TÜBA, 2015 yılı itibarıyla kendi ağ sayfası üzerinden online olarak da sunulacak. TÜBA-AR ilk olarak internet üzerinden rahatlıkla okuruna ulaşabilecek ve ayrıca gerekli noktalara da dağıtımı yapılacak. 

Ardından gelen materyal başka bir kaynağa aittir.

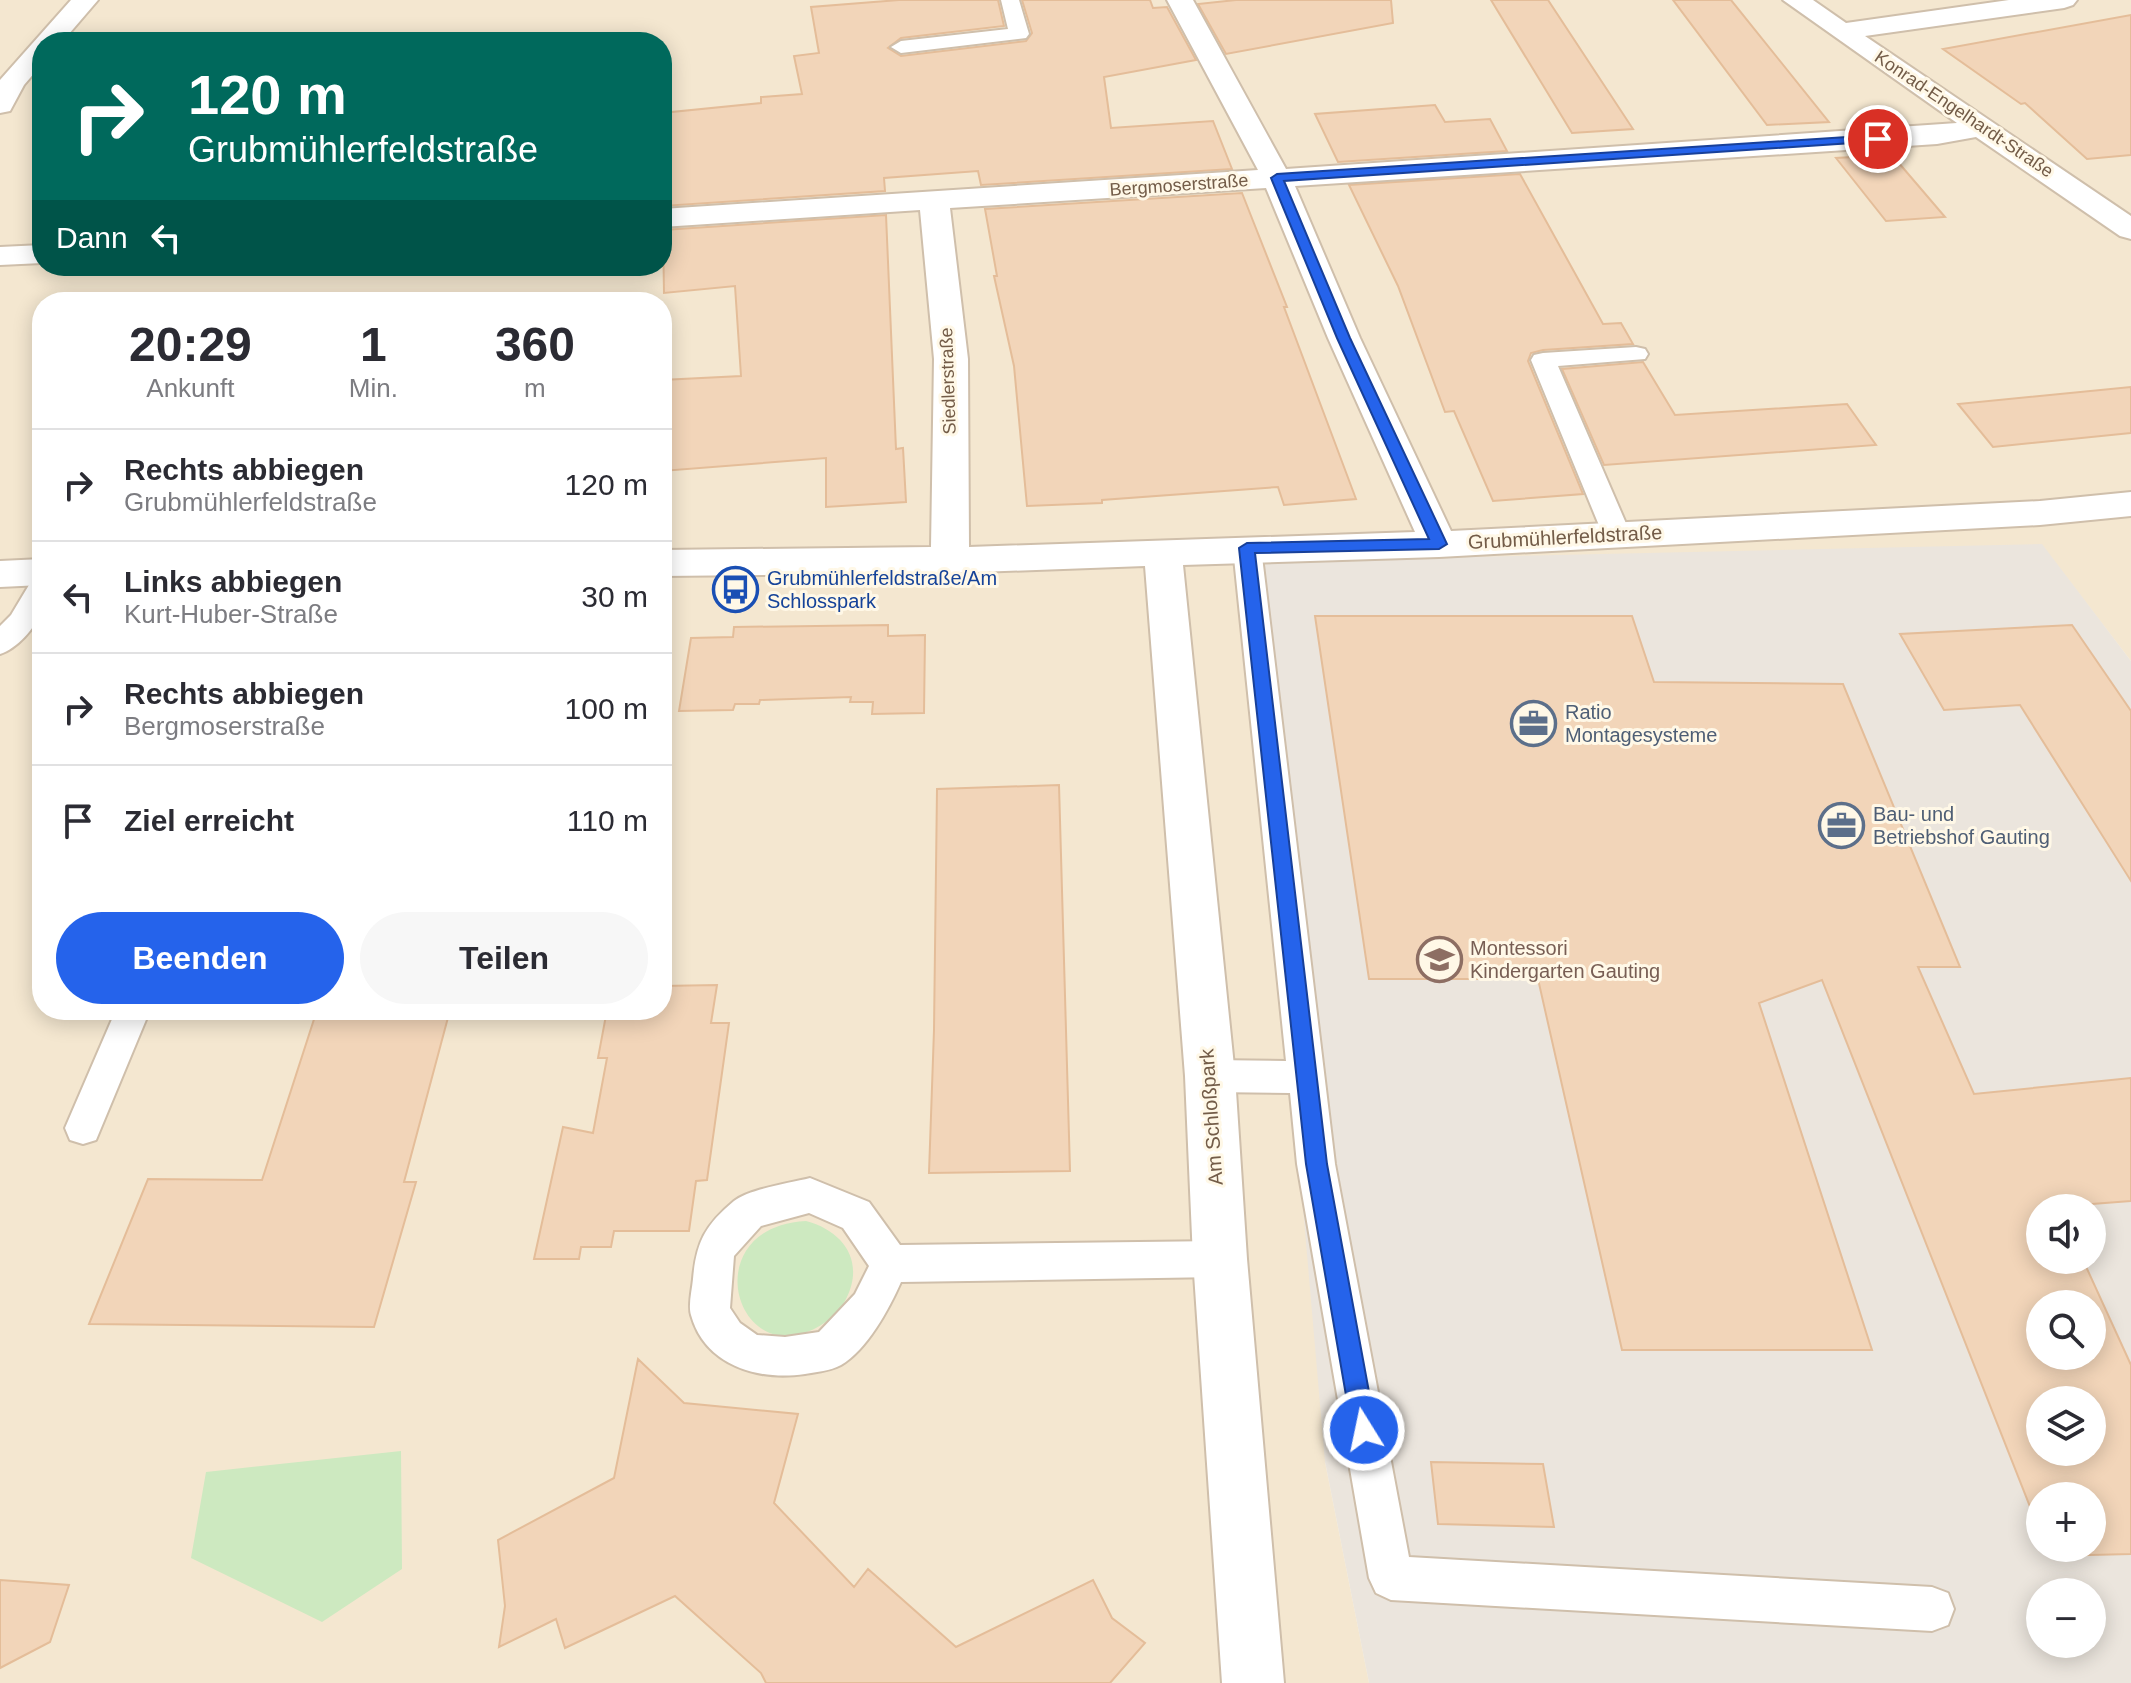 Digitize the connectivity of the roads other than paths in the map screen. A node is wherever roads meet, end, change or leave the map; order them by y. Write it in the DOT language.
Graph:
graph roads {
  1 [pos="85,0"];
  2 [pos="1010,0"];
  3 [pos="1180,0"];
  4 [pos="1796,0"];
  5 [pos="2064,0"];
  6 [pos="1842,31"];
  7 [pos="57,32"];
  8 [pos="901,47"];
  9 [pos="32,59"];
  10 [pos="0,105"];
  11 [pos="1983,127"];
  12 [pos="1277,178"];
  13 [pos="934,202"];
  14 [pos="2118,208"];
  15 [pos="672,217"];
  16 [pos="2131,230"];
  17 [pos="32,254"];
  18 [pos="0,256"];
  19 [pos="1636,354"];
  20 [pos="2131,504"];
  21 [pos="1617,535"];
  22 [pos="1439,544"];
  23 [pos="1247,548"];
  24 [pos="1163,551"];
  25 [pos="950,560"];
  26 [pos="672,563"];
  27 [pos="32,572"];
  28 [pos="0,574"];
  29 [pos="32,604"];
  30 [pos="0,644"];
  31 [pos="129,1020"];
  32 [pos="1210,1076"];
  33 [pos="1306,1077"];
  34 [pos="83,1128"];
  35 [pos="1220,1259"];
  36 [pos="890,1264"];
  37 [pos="1932,1609"];
  38 [pos="1253,1683"];
  1 -- 7 [label="street"];
  2 -- 8 [label="lane"];
  3 -- 12 [label="street"];
  4 -- 6 [label="street, Konrad-Engelhardt-Straße"];
  5 -- 6 [label="street"];
  6 -- 11 [label="street, Konrad-Engelhardt-Straße"];
  9 -- 10 [label="street"];
  11 -- 12 [label="street, Bergmoserstraße"];
  11 -- 14 [label="street, Konrad-Engelhardt-Straße"];
  12 -- 13 [label="street, Bergmoserstraße"];
  12 -- 22 [label="street"];
  13 -- 15 [label="street, Bergmoserstraße"];
  13 -- 25 [label="street, Siedlerstraße"];
  14 -- 16 [label="street, Konrad-Engelhardt-Straße"];
  17 -- 18 [label="street"];
  19 -- 21 [label="lane"];
  20 -- 21 [label="street, Grubmühlerfeldstraße"];
  21 -- 22 [label="street, Grubmühlerfeldstraße"];
  22 -- 23 [label="street, Grubmühlerfeldstraße"];
  23 -- 24 [label="street, Grubmühlerfeldstraße"];
  23 -- 33 [label="lane"];
  24 -- 25 [label="street, Grubmühlerfeldstraße"];
  24 -- 32 [label="street, Am Schloßpark"];
  25 -- 26 [label="street, Grubmühlerfeldstraße"];
  27 -- 28 [label="street"];
  29 -- 30 [label="lane"];
  31 -- 34 [label="lane"];
  32 -- 33 [label="lane"];
  32 -- 35 [label="street, Am Schloßpark"];
  33 -- 37 [label="lane"];
  35 -- 36 [label="lane"];
  35 -- 38 [label="street, Am Schloßpark"];
  36 -- 36 [label="lane"];
}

Doç. Dr. Şevket Dönmez kimdir?

TÜBA-AR Yayın Kurulu Başkanı Doç. Dr. Şevket Dönmez, İstanbul Üniversitesi Edebiyat Fakültesi Protohistorya ve Önasya Arkeolojisi Anabilim Dalı’ndan 1991 yılında mezun oldu. Aynı yıl mezun olduğu Anabilim Dalı’nda Araştırma Görevlisi olarak göreve başladı. 1994 yılında Yüksek Lisans, 2000 yılında ise Doktora eğitimini tamamladı. Aralık 2007’de ise Doçent unvanı aldım. Öğrenci olarak 1988 – 1991 yılları arasında Van Kalesi, Van Kalesi Höyüğü, Gevaş Tarihi Türk Mezarlığı ve Bismil Üçtepe Höyüğü kazıları ile Diyarbakır Bölgesi Yüzey Araştırmaları’na katıldı. Heyet üyesi olarak 1992 – 2005 yılları arasında Bafra-İkiztepe kazılarında görev yaptı. Hazırladığı doktora tezi ile ilgili olarak Sinop-Samsun-Amasya İlleri Yüzey Araştırmaları’nı gerçekleştirdi. Eylül 2005 – Ağustos 2006 tarihleri arasında Türk-Amerikan İlmi Araştırmalar Derneği tarafından verilen Ilse Böhlund Hanfmann ve George Maxim Anossov Hanfmann bursundan faydalanarak Avustralya-Melbourne Üniversitesi Arkeoloji, Sanat Tarihi ve Klasik Diller Enstitüsü’nde çalıştı. 2007 Yılında kazı başkanı olarak Amasya-Oluz Höyük sistematik arkeolojik kazıları projesine başladı. Halen İstanbul IV Numaralı Kültür Varlıklarını Koruma Bölge Kurulu, Türk Eskiçağ Bilimler Enstitüsü ve İstanbul Üniversitesi Avrasya Enstitüsü üyesidir. Nisan 2012’de İstanbul Üniversitesi Güzel Sanatlar Bölümü Başkanlığı’na atandı.